- **Task item**: Extract each line of the records below that contains the word "numbered".
[Exercise material]
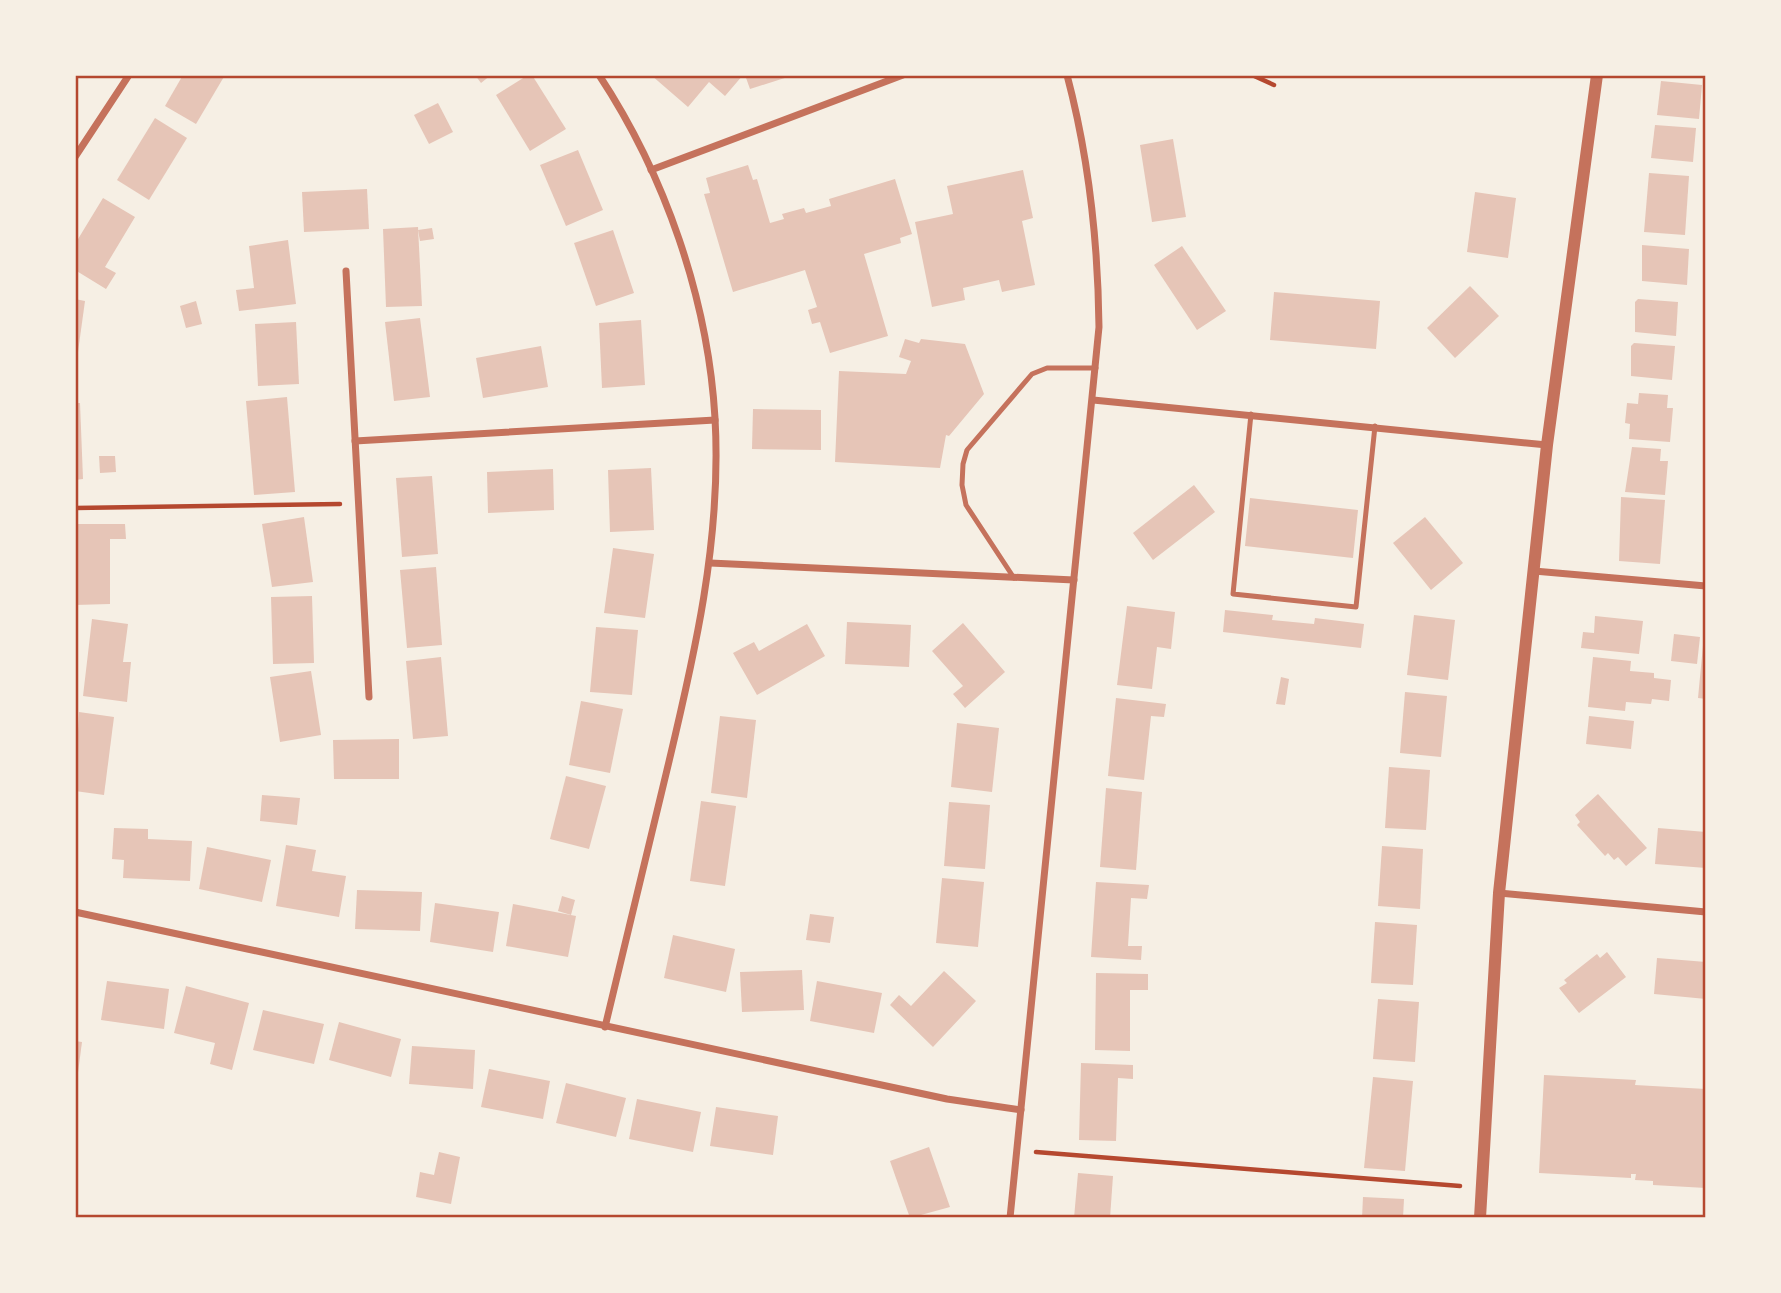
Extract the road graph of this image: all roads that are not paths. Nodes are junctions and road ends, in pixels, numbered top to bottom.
1 (130, 75) edge
2 (599, 75) edge
3 (903, 75) edge
4 (1067, 75) edge
5 (1597, 75) edge
6 (75, 157) edge
7 (652, 170) junction
8 (346, 271) dead end
9 (1096, 368) junction
10 (1093, 400) junction
11 (1251, 414) junction
12 (715, 420) junction
13 (1375, 426) junction
14 (355, 441) junction
15 (1547, 445) junction
16 (710, 563) junction
17 (1534, 570) junction
18 (1014, 579) junction
19 (1074, 580) junction
20 (1706, 586) edge
21 (369, 697) dead end
22 (1499, 893) junction
23 (75, 912) edge
24 (1706, 912) edge
25 (605, 1027) junction
26 (1021, 1110) junction
27 (1010, 1218) edge
28 (1480, 1218) edge

1 - 6 street
2 - 7 street
3 - 7 street
4 - 9 street
5 - 15 street
7 - 12 street
8 - 14 street
9 - 10 street
9 - 18 lane
10 - 11 street
10 - 19 street
11 - 13 street
11 - 13 lane
12 - 14 street
12 - 16 street
13 - 15 street
14 - 21 street
15 - 17 street
16 - 18 street
16 - 25 street
17 - 20 street
17 - 22 street
18 - 19 street
19 - 26 street
22 - 24 street
22 - 28 street
23 - 25 street
25 - 26 street
26 - 27 street

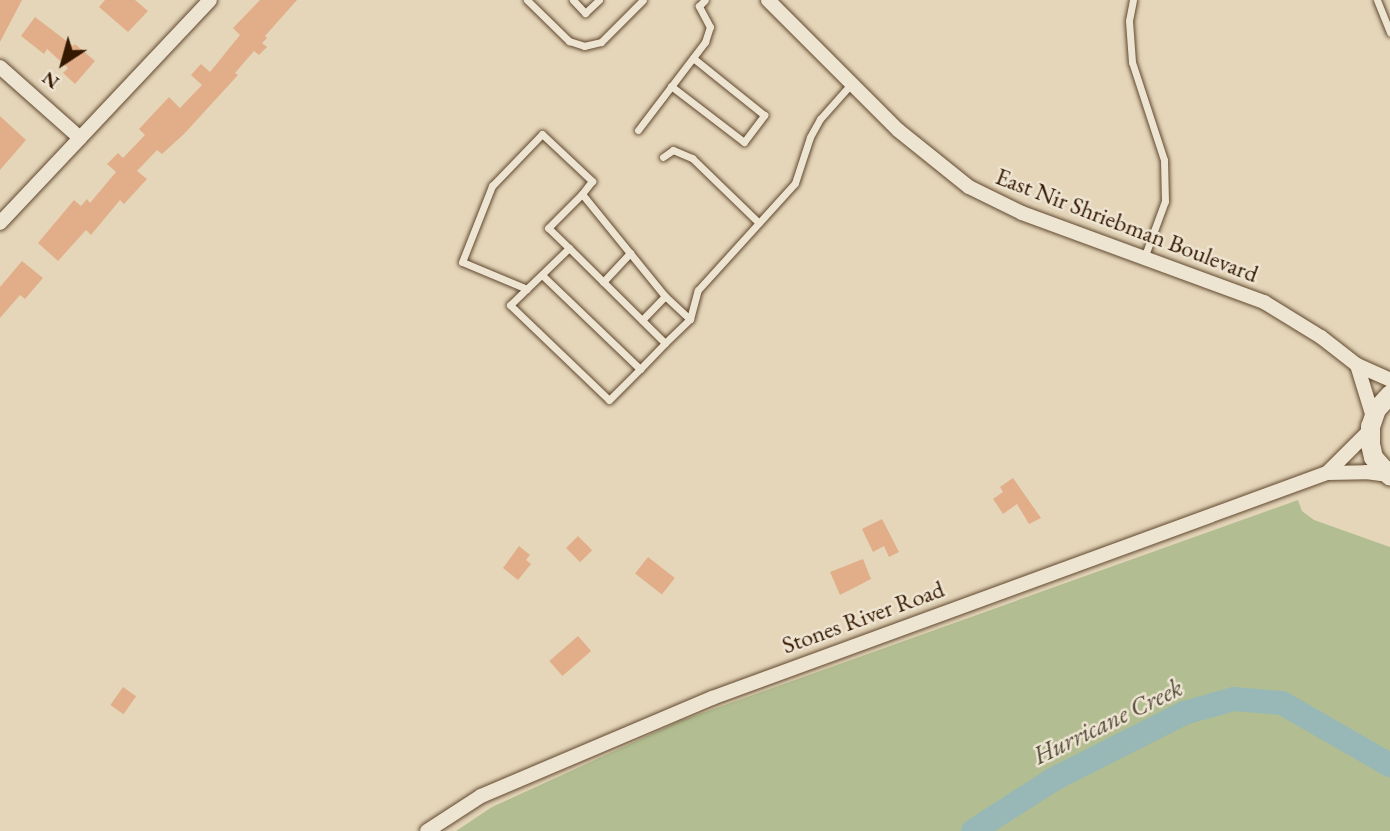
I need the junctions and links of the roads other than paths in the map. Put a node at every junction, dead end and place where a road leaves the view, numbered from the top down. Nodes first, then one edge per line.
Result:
1 (210, 0) edge
2 (527, 0) edge
3 (573, 0) edge
4 (599, 0) edge
5 (643, 0) edge
6 (768, 0) edge
7 (1133, 0) edge
8 (1377, 0) edge
9 (699, 2) edge
10 (1390, 32) edge
11 (692, 58) junction
12 (0, 67) edge
13 (853, 82) junction
14 (671, 86) junction
15 (638, 130) dead end
16 (80, 138) junction
17 (663, 157) dead end
18 (582, 194) junction
19 (0, 223) edge
20 (759, 223) junction
21 (569, 248) junction
22 (630, 253) junction
23 (1144, 259) junction
24 (542, 275) junction
25 (603, 282) junction
26 (527, 289) junction
27 (665, 296) junction
28 (690, 319) junction
29 (642, 320) junction
30 (665, 343) junction
31 (1357, 365) junction
32 (640, 369) junction
33 (1390, 380) edge
34 (1390, 394) edge
35 (1372, 424) junction
36 (1327, 473) junction
37 (1389, 476) edge
38 (426, 831) edge

1 - 16 street
2 - 5 lane
3 - 4 lane
6 - 13 street, East Nir Shriebman Boulevard
7 - 23 lane
8 - 10 lane
9 - 11 lane
11 - 14 lane
11 - 14 lane
12 - 16 street
13 - 20 lane
13 - 23 street, East Nir Shriebman Boulevard
14 - 15 lane
16 - 19 street
17 - 20 lane
18 - 21 lane
18 - 22 lane
18 - 26 lane
20 - 28 lane
21 - 24 lane
21 - 25 lane
22 - 25 lane
22 - 27 lane
23 - 31 street, East Nir Shriebman Boulevard
24 - 26 lane
24 - 32 lane
25 - 29 lane
26 - 32 lane
27 - 28 lane
27 - 29 lane
28 - 30 lane
29 - 30 lane
30 - 32 lane
31 - 33 street, East Nir Shriebman Boulevard
31 - 35 street
34 - 35 main road, Stones River Road
35 - 36 street, Stones River Road
35 - 37 main road, Stones River Road
36 - 37 street, Stones River Road
36 - 38 street, Stones River Road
[/Exercise material]
- **Reply**:
Extract the road graph of this image: all roads that are not paths. Nodes are junctions and road ends, in pixels, numbered top to bottom.
I need the junctions and links of the roads other than paths in the map. Put a node at every junction, dead end and place where a road leaves the view, numbered from the top down. Nodes first, then one edge per line.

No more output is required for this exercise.